Para que estas tres potencias converjan en torno a un solo liderazgo, el camino será tortuoso. La primera estación intermedia será la próxima elección local, especialmente en gobernadores y concejales: no porque el actual oficialismo vaya a repetir su notable desempeño en las elecciones de 2021 (eso es imposible, por haberse tratado de una elección completamente anómala y con voto voluntario, lo que precisamente no será el caso en octubre de este año), sino porque es probable que la distancia entre todas las izquierdas junto a la Democracia Cristiana sea bastante menor de lo esperado con las derechas, en todos los niveles de la elección. De ser así, cobra relevancia las correlaciones de fuerza al interior de las izquierdas.
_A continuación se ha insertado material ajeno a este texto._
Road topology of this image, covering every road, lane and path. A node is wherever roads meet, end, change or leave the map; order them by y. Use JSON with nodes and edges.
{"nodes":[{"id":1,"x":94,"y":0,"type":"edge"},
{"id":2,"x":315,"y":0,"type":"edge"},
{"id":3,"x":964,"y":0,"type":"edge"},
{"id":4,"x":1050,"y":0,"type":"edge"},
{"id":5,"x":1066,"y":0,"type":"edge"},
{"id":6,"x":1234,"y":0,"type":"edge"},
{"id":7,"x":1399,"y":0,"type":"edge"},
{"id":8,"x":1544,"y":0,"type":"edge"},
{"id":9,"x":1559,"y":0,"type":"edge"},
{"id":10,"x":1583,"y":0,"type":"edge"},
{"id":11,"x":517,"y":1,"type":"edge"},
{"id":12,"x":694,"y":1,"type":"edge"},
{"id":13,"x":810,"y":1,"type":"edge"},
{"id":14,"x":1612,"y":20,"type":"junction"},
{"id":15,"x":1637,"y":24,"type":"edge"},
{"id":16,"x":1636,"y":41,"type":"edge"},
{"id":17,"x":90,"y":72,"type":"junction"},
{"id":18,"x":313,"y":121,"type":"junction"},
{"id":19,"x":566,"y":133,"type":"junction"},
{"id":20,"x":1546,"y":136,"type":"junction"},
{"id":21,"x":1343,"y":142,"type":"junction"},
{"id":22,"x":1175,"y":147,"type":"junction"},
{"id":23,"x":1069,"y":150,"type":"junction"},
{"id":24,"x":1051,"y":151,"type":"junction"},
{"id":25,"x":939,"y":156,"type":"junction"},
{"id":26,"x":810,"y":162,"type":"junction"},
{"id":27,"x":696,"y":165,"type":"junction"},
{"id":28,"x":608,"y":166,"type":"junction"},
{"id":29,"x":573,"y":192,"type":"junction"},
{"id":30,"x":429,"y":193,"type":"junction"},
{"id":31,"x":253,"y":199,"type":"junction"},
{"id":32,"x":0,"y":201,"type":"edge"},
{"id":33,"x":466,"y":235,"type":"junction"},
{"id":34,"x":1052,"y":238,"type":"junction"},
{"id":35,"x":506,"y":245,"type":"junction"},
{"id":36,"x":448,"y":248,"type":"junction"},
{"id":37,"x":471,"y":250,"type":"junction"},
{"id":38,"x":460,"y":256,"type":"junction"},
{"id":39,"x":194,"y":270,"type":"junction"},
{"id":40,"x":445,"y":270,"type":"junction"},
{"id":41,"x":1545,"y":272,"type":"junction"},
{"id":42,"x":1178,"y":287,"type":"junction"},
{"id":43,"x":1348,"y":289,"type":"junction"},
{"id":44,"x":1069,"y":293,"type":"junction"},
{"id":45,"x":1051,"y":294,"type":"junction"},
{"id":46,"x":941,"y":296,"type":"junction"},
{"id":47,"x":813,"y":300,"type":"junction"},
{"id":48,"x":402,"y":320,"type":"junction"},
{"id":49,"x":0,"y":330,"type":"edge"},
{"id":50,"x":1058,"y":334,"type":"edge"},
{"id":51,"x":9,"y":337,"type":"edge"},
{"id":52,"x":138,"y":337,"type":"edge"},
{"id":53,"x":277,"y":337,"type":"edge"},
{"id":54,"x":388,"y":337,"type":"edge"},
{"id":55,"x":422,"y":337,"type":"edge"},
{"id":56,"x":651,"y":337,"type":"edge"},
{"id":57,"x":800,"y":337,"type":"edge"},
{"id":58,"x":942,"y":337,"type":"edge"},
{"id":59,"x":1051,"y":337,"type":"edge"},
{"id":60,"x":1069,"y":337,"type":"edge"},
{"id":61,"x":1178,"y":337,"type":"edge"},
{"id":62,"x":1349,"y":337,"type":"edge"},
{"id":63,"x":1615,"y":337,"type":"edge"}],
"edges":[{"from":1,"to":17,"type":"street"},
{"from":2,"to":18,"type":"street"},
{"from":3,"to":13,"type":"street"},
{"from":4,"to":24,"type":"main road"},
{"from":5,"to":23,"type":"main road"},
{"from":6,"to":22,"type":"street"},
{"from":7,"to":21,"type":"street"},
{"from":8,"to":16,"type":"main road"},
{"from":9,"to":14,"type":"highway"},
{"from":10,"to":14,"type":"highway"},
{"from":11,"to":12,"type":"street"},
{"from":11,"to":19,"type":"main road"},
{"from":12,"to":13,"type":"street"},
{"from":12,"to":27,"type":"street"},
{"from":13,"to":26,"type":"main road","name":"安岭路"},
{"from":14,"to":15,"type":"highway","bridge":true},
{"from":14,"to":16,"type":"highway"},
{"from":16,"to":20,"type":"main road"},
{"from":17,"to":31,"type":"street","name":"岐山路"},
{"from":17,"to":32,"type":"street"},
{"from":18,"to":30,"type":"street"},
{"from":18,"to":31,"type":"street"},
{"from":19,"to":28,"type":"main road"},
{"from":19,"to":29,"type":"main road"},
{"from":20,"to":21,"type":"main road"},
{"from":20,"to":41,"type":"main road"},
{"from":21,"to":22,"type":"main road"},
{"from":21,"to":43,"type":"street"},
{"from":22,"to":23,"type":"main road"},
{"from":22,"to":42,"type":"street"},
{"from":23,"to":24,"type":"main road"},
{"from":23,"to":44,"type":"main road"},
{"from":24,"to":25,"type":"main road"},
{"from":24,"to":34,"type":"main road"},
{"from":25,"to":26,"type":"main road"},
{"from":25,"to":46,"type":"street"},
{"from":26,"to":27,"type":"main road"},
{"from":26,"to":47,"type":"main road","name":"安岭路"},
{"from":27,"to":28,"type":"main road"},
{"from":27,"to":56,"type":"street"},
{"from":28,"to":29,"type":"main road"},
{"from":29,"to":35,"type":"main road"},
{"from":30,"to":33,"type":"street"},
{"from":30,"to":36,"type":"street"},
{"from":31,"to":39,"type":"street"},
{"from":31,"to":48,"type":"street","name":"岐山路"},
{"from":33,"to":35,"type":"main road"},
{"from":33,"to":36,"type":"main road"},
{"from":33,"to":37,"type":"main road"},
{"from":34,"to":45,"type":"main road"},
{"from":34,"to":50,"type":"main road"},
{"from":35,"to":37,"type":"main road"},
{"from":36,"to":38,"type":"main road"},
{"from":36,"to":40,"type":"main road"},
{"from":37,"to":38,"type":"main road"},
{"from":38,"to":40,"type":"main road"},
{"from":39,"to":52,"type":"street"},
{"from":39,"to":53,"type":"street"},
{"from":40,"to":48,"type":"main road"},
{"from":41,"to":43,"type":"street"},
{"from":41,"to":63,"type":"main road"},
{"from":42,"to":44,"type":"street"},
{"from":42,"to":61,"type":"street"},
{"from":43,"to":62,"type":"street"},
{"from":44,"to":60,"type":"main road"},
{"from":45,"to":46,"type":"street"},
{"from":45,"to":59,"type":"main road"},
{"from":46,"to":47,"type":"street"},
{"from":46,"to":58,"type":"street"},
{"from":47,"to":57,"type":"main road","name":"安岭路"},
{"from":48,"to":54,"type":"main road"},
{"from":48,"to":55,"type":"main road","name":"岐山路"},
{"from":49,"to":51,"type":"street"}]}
De modo tal vez menos evidente, es importante considerar que para que ocurra la convergencia entre la potencia política, electoral y social en torno a una sola persona, lo que hagan o no hagan Michelle Bachelet y el presidente Gabriel Boric es sumamente relevante. Por el lado de la ex presidenta, porque su capacidad de ordenamiento de los distintos partidos oficialistas despotencia a cualquier liderazgo presidencial del sector, por muy importante que sea el problema de la coherencia y orden que aqueja a los partidos. En cuanto al presidente Boric, su rol es fundamental para encauzar a su propio partido. En cuanto al Partido Comunista, más allá de la retórica antigua por la unidad de la izquierda de su presidente, Lautaro Carmona, su fractura interna lo vuelve altamente impredecible, sobre todo si los vientos giran a favor de la generación perdida.
Son muchos los factores que participan de la vida y muerte de la generación perdida, cuya resurrección es tan necesaria como poco evidente.